From: CurtAdams (CurtAdams@aol.com)
Date: Wed Mar 18 1998 - 02:21:58 MST
In a message dated 3/17/98 9:57:19 PM, you wrote:
>I would think lower wavelength EM radiation would be screened by the
>massive clumps of DNA that exist in a eukaryotic cell, especially
>non-coding sequences which(interestingly enough) tend to clump up to a very
>high degree in a bundle of nucleotides and histones. Maybe the low
>wavelength I'm talking about it not very common (cosmic/gamma rays, maybe?)
Even an x-ray barrels through 4 gigabases of DNA like it's not there 99.999%
of the time. The only wavelengths DNA picks up well are some of the UV,
and even there DNA absorption is negligeable compared to protein absorption.

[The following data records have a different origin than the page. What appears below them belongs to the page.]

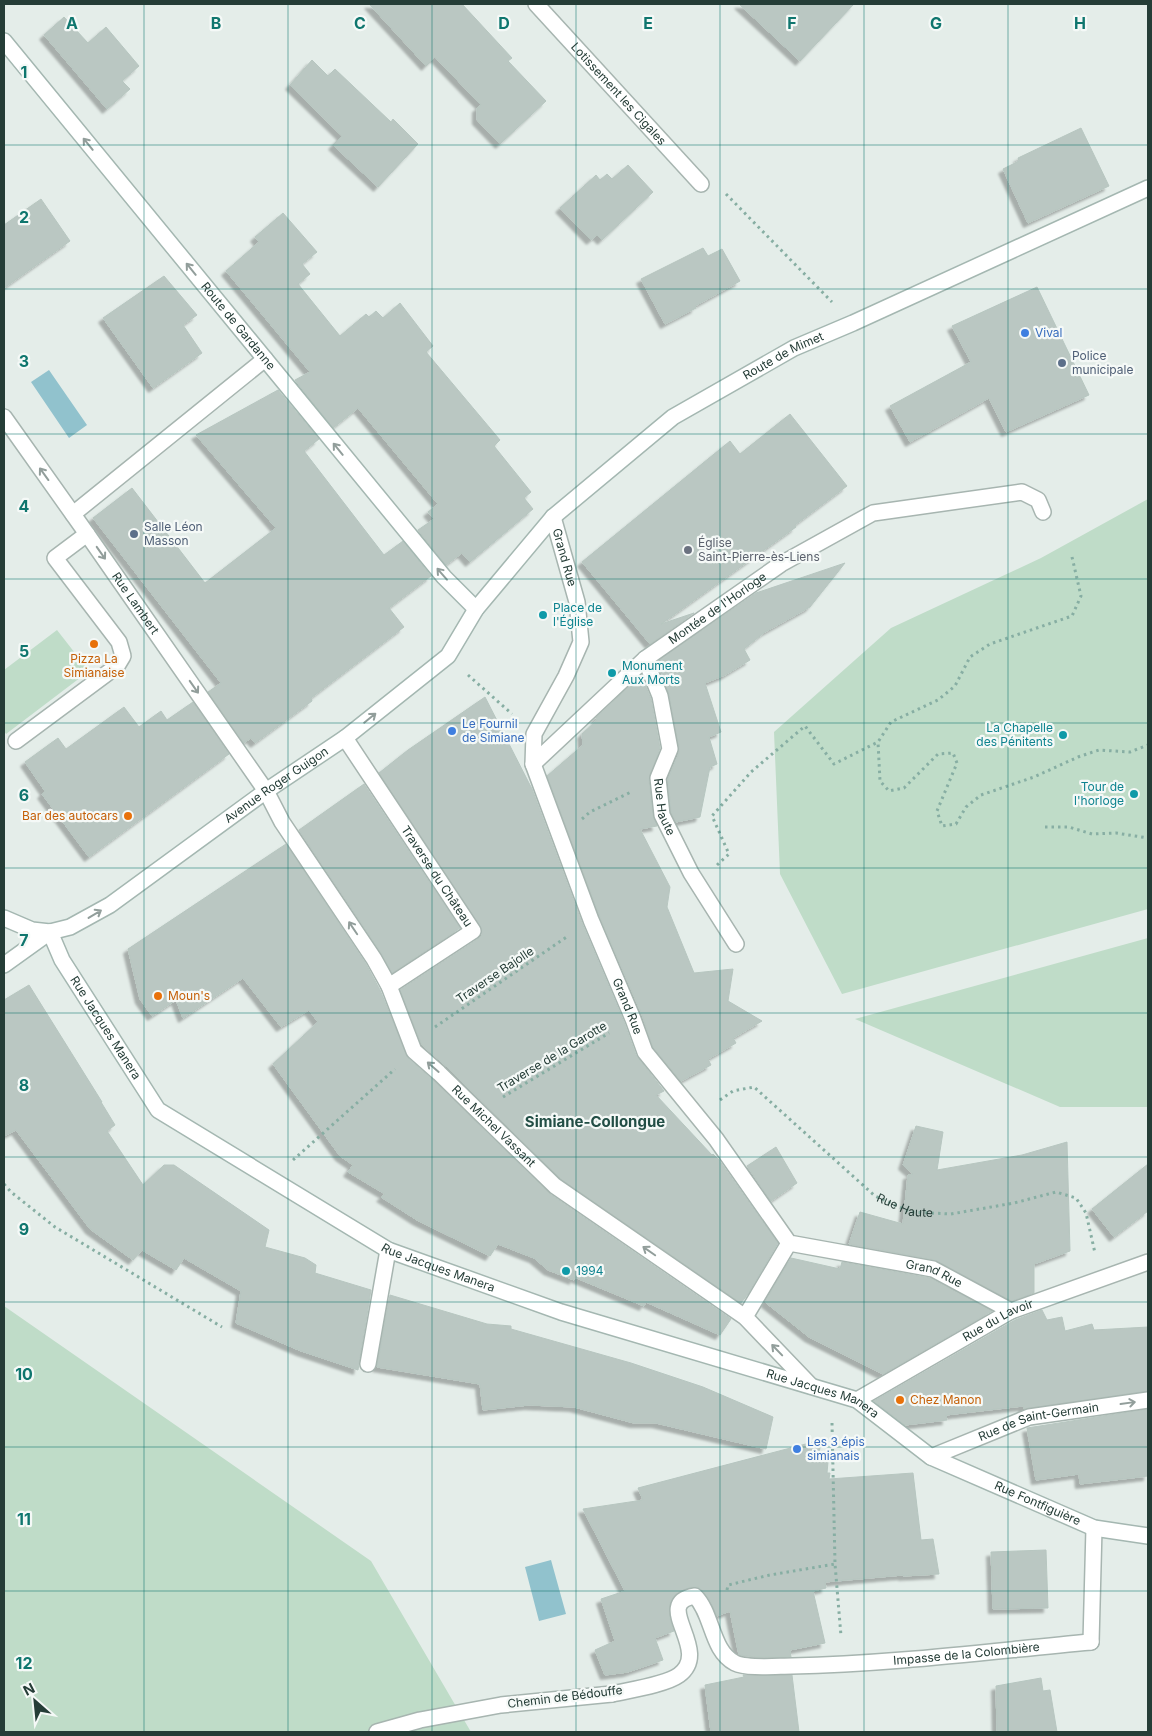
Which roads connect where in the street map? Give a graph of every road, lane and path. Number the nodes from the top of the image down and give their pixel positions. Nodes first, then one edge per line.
1 (536, 4) edge
2 (4, 41) edge
3 (700, 184) joint
4 (1148, 188) edge
5 (853, 324) junction
6 (265, 359) junction
7 (4, 417) edge
8 (1043, 512) dead end
9 (73, 514) junction
10 (553, 517) junction
11 (87, 534) junction
12 (1072, 557) dead end
13 (476, 609) junction
14 (448, 656) junction
15 (645, 658) junction
16 (534, 734) junction
17 (345, 738) junction
18 (16, 741) dead end
19 (878, 742) junction
20 (1148, 745) edge
21 (533, 764) junction
22 (658, 778) junction
23 (266, 791) junction
24 (1045, 826) dead end
25 (559, 836) junction
26 (1148, 838) edge
27 (687, 864) junction
28 (4, 918) edge
29 (591, 920) junction
30 (50, 932) junction
31 (736, 944) dead end
32 (4, 965) edge
33 (389, 986) junction
34 (633, 1019) junction
35 (414, 1051) junction
36 (479, 1111) junction
37 (698, 1117) junction
38 (272, 1179) junction
39 (4, 1184) edge
40 (789, 1242) junction
41 (388, 1250) junction
42 (1148, 1262) edge
43 (1101, 1278) junction
44 (1012, 1311) junction
45 (745, 1317) junction
46 (222, 1327) dead end
47 (368, 1364) dead end
48 (811, 1386) junction
49 (832, 1392) junction
50 (857, 1400) junction
51 (1148, 1400) edge
52 (931, 1457) junction
53 (1094, 1528) junction
54 (1148, 1536) edge
55 (835, 1564) junction
56 (709, 1620) junction
57 (843, 1665) junction
58 (377, 1732) edge

1 - 3 street, Lotissement les Cigales
6 -> 2 street, Route de Gardanne
3 - 5 path
4 - 5 street, Route de Mimet
5 - 10 street, Route de Mimet
6 - 9 street
13 -> 6 street, Route de Gardanne
9 -> 7 street, Rue Lambert
8 - 15 street, Montée de l'Horloge
9 - 11 street, Rue Lambert
10 - 13 street, Route de Mimet
10 - 16 street, Grand Rue
11 - 18 street
11 -> 23 street, Rue Lambert
12 - 19 path
13 - 14 street, Avenue Roger Guigon
14 - 16 path
17 -> 14 street, Avenue Roger Guigon
15 - 21 street, Montée de l'Horloge
15 - 22 street, Rue Haute
16 - 21 street, Grand Rue
17 - 23 street, Avenue Roger Guigon
17 - 33 street, Traverse du Château
19 - 20 path
19 - 27 path
21 - 25 street, Grand Rue
22 - 25 path
22 - 27 street, Rue Haute
30 -> 23 street, Avenue Roger Guigon
33 -> 23 street, Rue Michel Vassant
24 - 26 path
25 - 29 street, Grand Rue
27 - 31 street, Rue Haute
28 - 30 street
29 - 34 street, Grand Rue
29 - 35 path, Traverse Bajolle
30 - 32 street
30 - 38 street, Rue Jacques Manera
33 - 35 street, Rue Michel Vassant
34 - 36 path, Traverse de la Garotte
34 - 37 street, Grand Rue
36 -> 35 street, Rue Michel Vassant
35 - 38 path, Traverse Bajolle
45 -> 36 street, Rue Michel Vassant
37 - 40 street, Grand Rue
37 - 43 path, Rue Haute
38 - 41 street, Rue Jacques Manera
39 - 46 path
40 - 44 street, Grand Rue
40 - 45 street
41 - 47 street
41 - 48 street, Rue Jacques Manera
42 - 43 street, Rue du Lavoir
43 - 44 street, Rue du Lavoir
44 - 50 street, Rue du Lavoir
48 -> 45 street, Rue Michel Vassant
48 - 49 street, Rue Jacques Manera
49 - 50 street, Rue Jacques Manera
49 - 55 path
50 - 52 street, Rue Jacques Manera
52 -> 51 street, Rue de Saint-Germain
52 - 53 street, Rue Fontfiguière
53 - 54 street, Rue Fontfiguière
53 - 57 street, Impasse de la Colombière
55 - 56 path
55 - 57 path
56 - 57 street, Chemin de Bédouffe
56 - 58 street, Chemin de Bédouffe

>Try most carcinogens. Most carcinogens work by binding to areas of DNA
>during cell division. The replication process has to skip this part of the
>DNA, causing a massive deletion. Obviously, if such a mutagen is bound, it
>will only mutate that particularly area, and no others. Thus, it is
>"cleared" in this sense.
Only relevant for a carcinogen that spends an inordinately large proportion
of its time bound to DNA. For a carcinogen that preferentially binds to DNA
as opposed to other cell constituents, yes, junk DNA would shield.
>hmmm... I think I may have something there, what do you think?
I should think you could find a carcinogen with a strong preference for
binding to DNA. That would indicate the junk has value in at least some
situations. To show that it's evolutionarily significant, you'd need
to show that a reasonably large proportion of evolutionarily significant
carcinogens had this property of preferentially binding DNA. That would
be hard, because, AFAIK, there's no good grip on which carcinogens are
evolutionarily significant.
>> The idea that "junk" DNA provides a distraction for all those transposons
>> hopping around has been suggested, although I don't know where.
>Also a good explanation. A good way to test this hypothesis would be to
>look for transposon binding/recombination sequences in junk DNA.
Not necessary. Junk DNA doesn't have to attract things better than useful
DNA, just equally well. In the case of transposons that's no problem.
However, junk DNA often does attract transposons as transposons often
need DNA repeats or inverted repeats to do their thing. Repeats are
relatively uncommon in coding DNA. Watch out for your causation, though;
a big reason for all those repeats in junk DNA is that transposons (
which have lots of repeats) blew their exits and got stuck.